A propósito, o conhecimento especializado, estanque e compartimentado há tempos vem sendo combatido por pensadores de inquestionável e reconhecido mérito. As palavras de Albert Einstein expressam o que se quer dizer:
“Não basta ensinar ao homem uma especialidade. Porque se tornará assim uma máquina utilizável, mas não uma personalidade. É necessário que adquira um sentimento, um senso prático daquilo que vale a pena ser empreendido, daquilo que é belo, do que é moralmente correto. A não ser assim, ele se assemelhará, com seus conhecimentos profissionais, mais a um cão ensinado do que a uma criatura harmoniosamente desenvolvida. Deve aprender a compreender as motivações dos homens, suas quimeras e suas angústias para determinar com exatidão seu lugar exato em relação a seus próximos e à comunidade.
(...) Quando aconselho com ardor ‘As Humanidades’, quero recomendar esta cultura viva, e não um saber fossilizado.
(...) Os excessos do sistema de competição e de especialização prematura, sob o falacioso pretexto de eficácia, assassinam o espírito, impossibilitam qualquer vida cultural e chegam a suprimir os progressos nas ciências do futuro.”[1]
Por este prisma, tem-se que a interação entre Direito e Cinema fomenta nos estudantes e profissionais do Direito uma oportunidade de amadurecimento; de lidar com o Direito a partir de seus fundamentos, finalidades, possibilidades. O Cinema traz para as “telas” a vida; social e individual. O Direito, como já ressaltado, busca prescrever normas para um convívio social em harmonia e em equilíbrio, de maneira a tornar as relações interpessoais viáveis, possíveis e dotadas de dignidade. Logo, da fusão de ambos, somente se tem a evoluir. Ao conhecer o “outro” que é mostrado no Cinema, acaba-se por se conhecer a si mesmo, tal como recomendado no templo de Apolo, em Delfos, nas montanhas da Hélade e sede de um famoso oráculo na Grécia Clássica.[2] Por outras palavras, conhecendo-se a si mesmo, pode-se entender, com mais perspicácia e sensibilidade, os limites e o alcance do Direito; o que é e o que não é material e socialmente realizável, seja no âmbito individual, seja social.

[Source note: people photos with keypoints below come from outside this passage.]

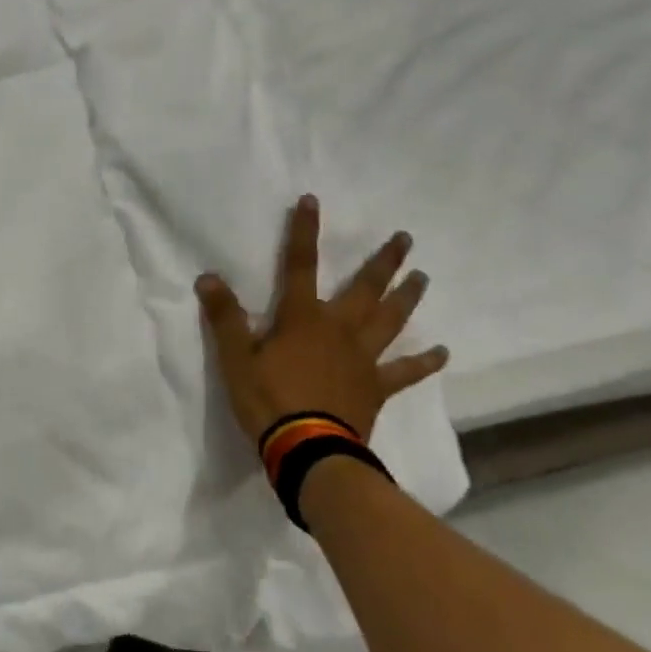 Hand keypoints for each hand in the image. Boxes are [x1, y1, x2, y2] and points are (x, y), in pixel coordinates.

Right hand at [197, 195, 447, 444]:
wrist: (308, 450)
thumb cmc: (268, 401)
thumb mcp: (235, 359)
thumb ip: (224, 318)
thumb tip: (207, 277)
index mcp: (302, 318)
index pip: (300, 265)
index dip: (304, 231)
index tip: (312, 201)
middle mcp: (339, 329)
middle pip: (364, 288)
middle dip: (384, 261)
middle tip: (405, 238)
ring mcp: (362, 358)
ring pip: (390, 320)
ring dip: (406, 297)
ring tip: (422, 276)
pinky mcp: (375, 387)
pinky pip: (404, 371)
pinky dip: (424, 362)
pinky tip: (442, 351) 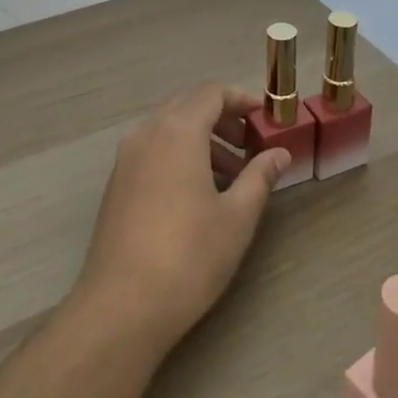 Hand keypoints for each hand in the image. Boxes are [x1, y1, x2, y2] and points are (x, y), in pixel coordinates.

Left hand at [73, 81, 288, 355]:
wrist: (122, 306)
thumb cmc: (188, 256)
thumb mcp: (237, 217)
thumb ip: (260, 176)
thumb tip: (279, 153)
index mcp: (177, 131)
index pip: (211, 92)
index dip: (241, 99)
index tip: (264, 118)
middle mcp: (147, 133)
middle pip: (188, 104)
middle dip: (222, 117)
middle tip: (250, 144)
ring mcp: (126, 158)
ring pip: (169, 128)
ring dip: (201, 138)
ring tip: (231, 175)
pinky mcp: (117, 183)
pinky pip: (153, 149)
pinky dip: (179, 154)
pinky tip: (198, 192) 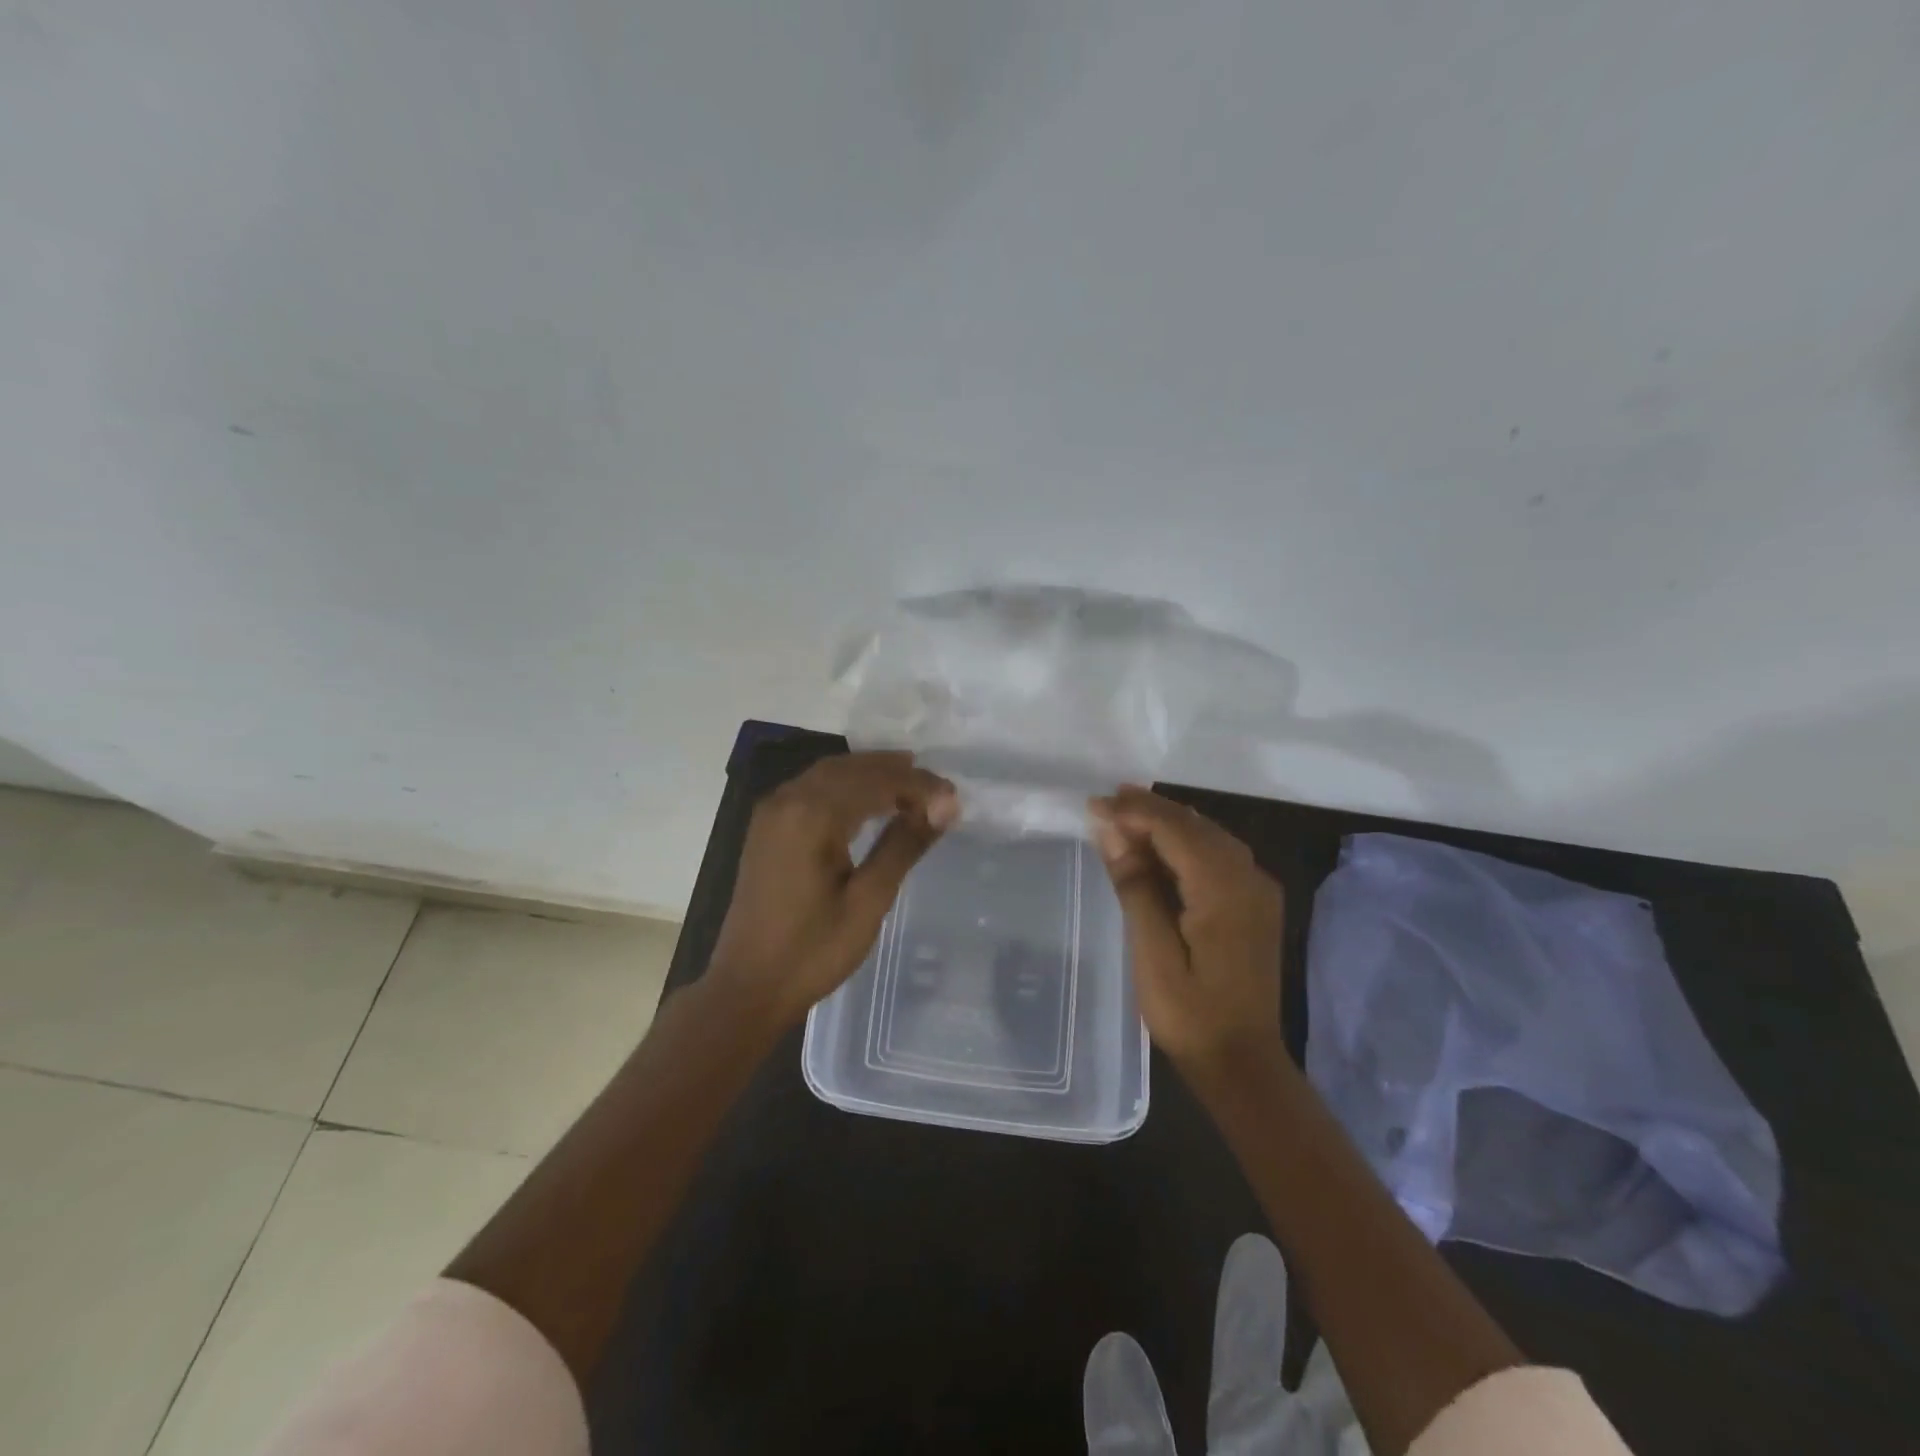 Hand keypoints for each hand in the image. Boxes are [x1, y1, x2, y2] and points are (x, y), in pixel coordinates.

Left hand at [708, 752, 956, 1029]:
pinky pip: (812, 789)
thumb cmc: (812, 950)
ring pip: (829, 774)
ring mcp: (772, 812)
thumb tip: (944, 806)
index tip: (954, 798)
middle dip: (896, 771)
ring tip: (912, 784)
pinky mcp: (767, 827)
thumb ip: (903, 845)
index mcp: (811, 815)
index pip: (876, 782)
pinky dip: (845, 786)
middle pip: (851, 768)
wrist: (747, 987)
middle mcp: (788, 800)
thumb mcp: (868, 900)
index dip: (919, 785)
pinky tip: (868, 801)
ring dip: (871, 774)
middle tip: (938, 787)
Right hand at [1089, 786, 1284, 1076]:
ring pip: (1208, 836)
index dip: (1133, 812)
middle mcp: (1249, 878)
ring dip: (1167, 823)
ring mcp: (1257, 890)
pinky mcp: (1255, 904)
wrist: (1242, 1063)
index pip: (1175, 829)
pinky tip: (1158, 847)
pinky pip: (1218, 856)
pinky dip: (1184, 844)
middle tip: (1105, 803)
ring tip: (1124, 815)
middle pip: (1195, 825)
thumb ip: (1135, 885)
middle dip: (1149, 810)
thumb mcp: (1152, 952)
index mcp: (1224, 888)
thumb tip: (1111, 831)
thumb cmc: (1190, 1013)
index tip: (1093, 805) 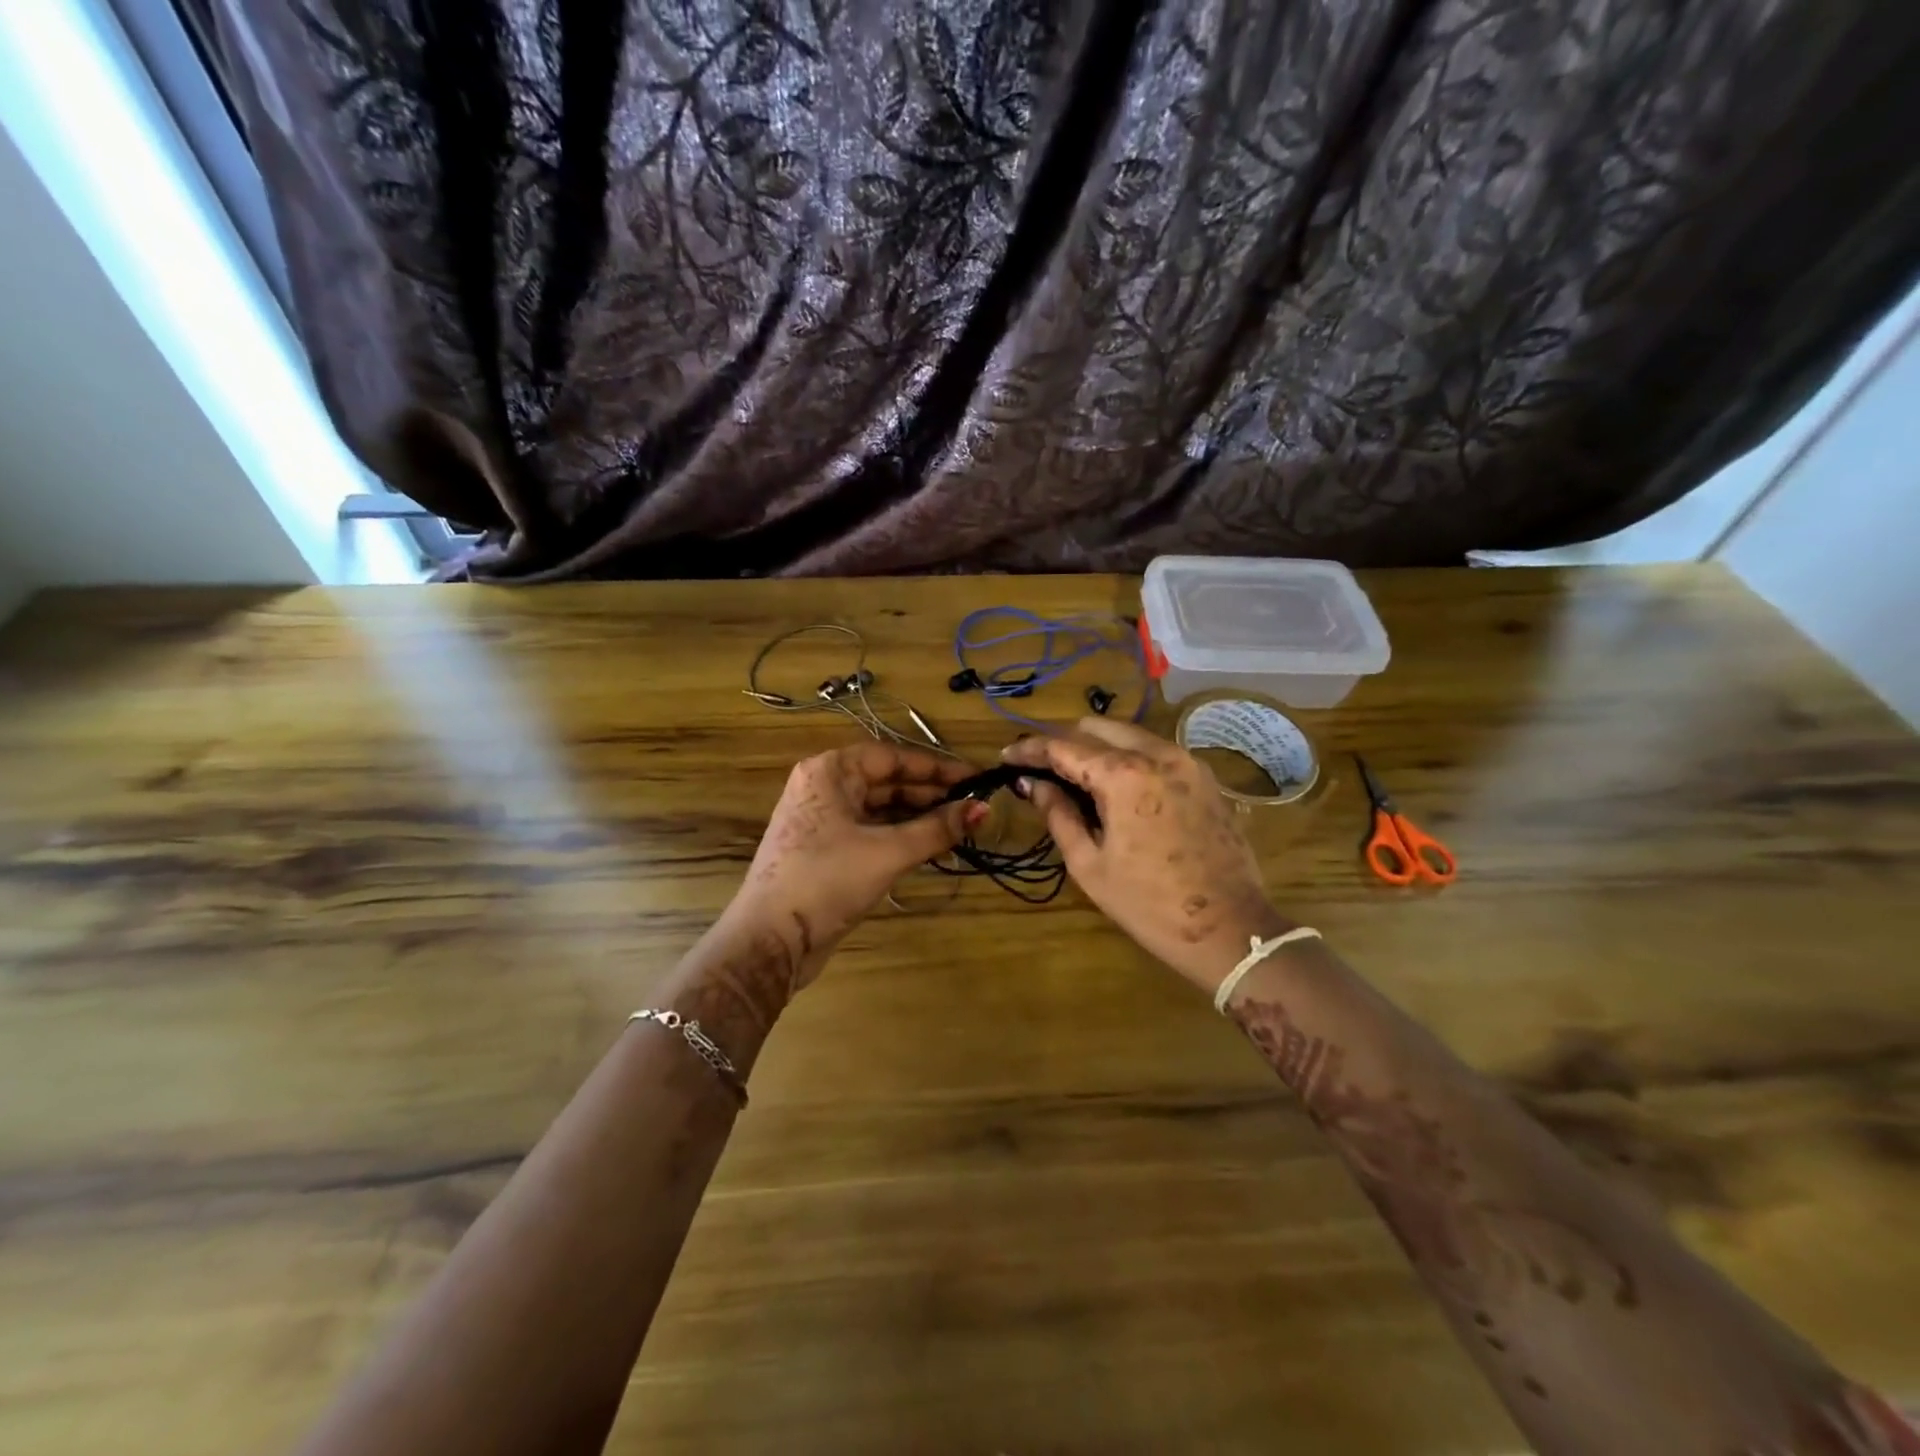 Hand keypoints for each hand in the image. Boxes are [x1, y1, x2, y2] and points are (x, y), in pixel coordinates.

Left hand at [731, 743, 984, 991]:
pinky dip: (900, 836)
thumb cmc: (827, 881)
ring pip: (880, 808)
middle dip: (930, 795)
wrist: (771, 940)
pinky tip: (930, 845)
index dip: (937, 768)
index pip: (893, 757)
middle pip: (887, 781)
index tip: (975, 779)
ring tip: (959, 827)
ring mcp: (823, 819)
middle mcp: (824, 787)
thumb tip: (983, 809)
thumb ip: (936, 829)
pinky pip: (871, 831)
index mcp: (830, 771)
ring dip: (918, 817)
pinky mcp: (826, 850)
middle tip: (973, 807)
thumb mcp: (887, 852)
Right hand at [1002, 719, 1283, 991]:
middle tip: (1039, 767)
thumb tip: (1035, 784)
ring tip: (1073, 775)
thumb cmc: (1149, 905)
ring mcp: (1186, 761)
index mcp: (1124, 775)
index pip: (1064, 746)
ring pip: (1128, 734)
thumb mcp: (1090, 865)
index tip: (1006, 757)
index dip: (1030, 749)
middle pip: (1095, 727)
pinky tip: (1113, 785)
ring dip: (1095, 746)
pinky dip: (1126, 756)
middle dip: (1062, 741)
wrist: (1231, 929)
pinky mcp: (1204, 776)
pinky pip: (1154, 750)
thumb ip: (1058, 815)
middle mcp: (1157, 754) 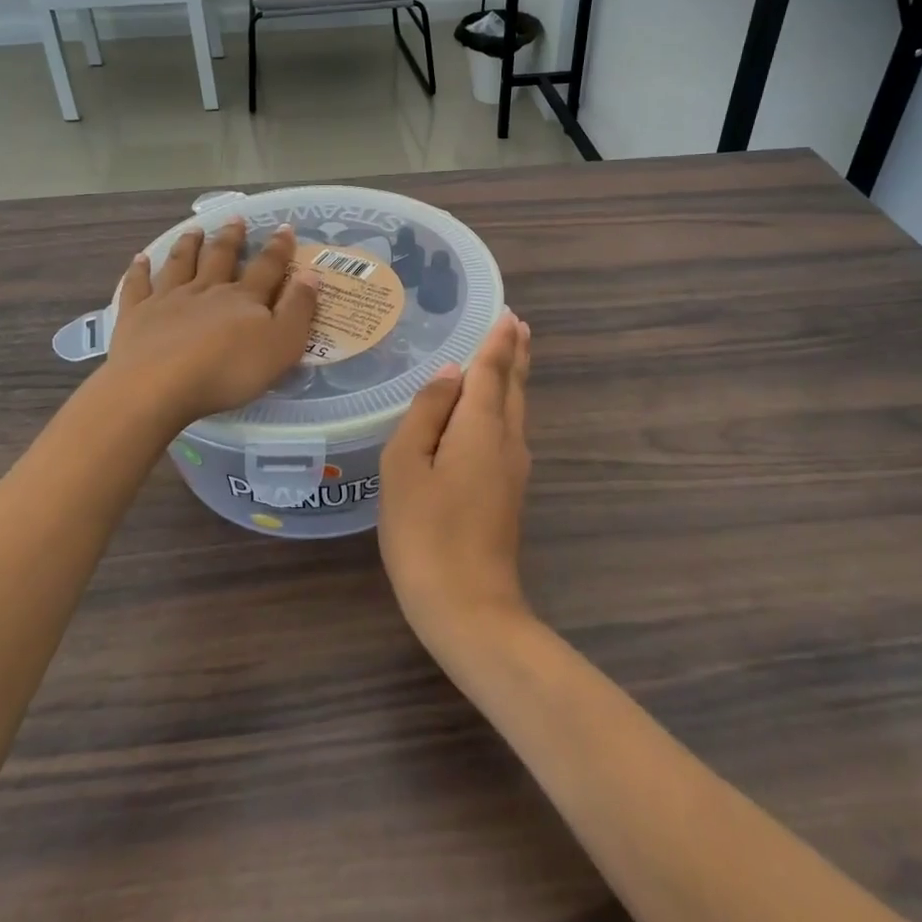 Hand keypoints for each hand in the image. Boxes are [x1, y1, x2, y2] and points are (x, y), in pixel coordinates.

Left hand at [107, 219, 320, 430]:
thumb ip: (298, 310)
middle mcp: (206, 290)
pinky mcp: (136, 316)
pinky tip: (140, 259)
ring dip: (189, 245)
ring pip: (180, 264)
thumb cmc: (228, 371)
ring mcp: (168, 300)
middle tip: (235, 219)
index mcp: (244, 298)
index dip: (279, 248)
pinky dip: (139, 270)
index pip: (267, 267)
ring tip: (194, 230)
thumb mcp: (281, 345)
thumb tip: (310, 274)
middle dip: (231, 238)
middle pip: (220, 257)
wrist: (159, 386)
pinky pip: (137, 286)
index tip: (285, 227)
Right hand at [379, 312, 533, 655]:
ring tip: (508, 354)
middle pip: (513, 387)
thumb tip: (452, 373)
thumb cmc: (426, 532)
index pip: (492, 369)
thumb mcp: (406, 466)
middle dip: (515, 354)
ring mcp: (514, 470)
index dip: (499, 340)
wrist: (469, 608)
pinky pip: (508, 432)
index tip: (508, 313)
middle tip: (515, 325)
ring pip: (515, 410)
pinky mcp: (509, 493)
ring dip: (512, 379)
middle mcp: (508, 441)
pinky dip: (504, 406)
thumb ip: (427, 412)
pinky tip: (490, 410)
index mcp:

O filme “Não Me Abandone Jamais” (“Never Let Me Go” – 2011) propicia fértil campo para reflexões deste gênero. O filme é baseado no romance de mesmo nome de Kazuo Ishiguro. Mostra uma escola fictícia para crianças, em regime de internato, chamada Hailsham, estabelecida no interior da Inglaterra. Nessa escola, as crianças são submetidas a uma educação formal, com disciplina rígida não passível de questionamentos. Aos poucos as crianças tomam ciência de que são “clones” e, por conta disso, são tratadas como órfãos, não dispondo sequer de sobrenomes. Tomam ciência, ainda, de que, ao completarem cerca de 20 (vinte) anos de idade, passarão a “doar” seus órgãos para outras pessoas com o propósito de curar doenças destas últimas, as quais são nominadas “receptoras”. Porém, por volta da terceira intervenção cirúrgica, os “doadores” acabarão morrendo, haja vista a vitalidade dos órgãos “doados”.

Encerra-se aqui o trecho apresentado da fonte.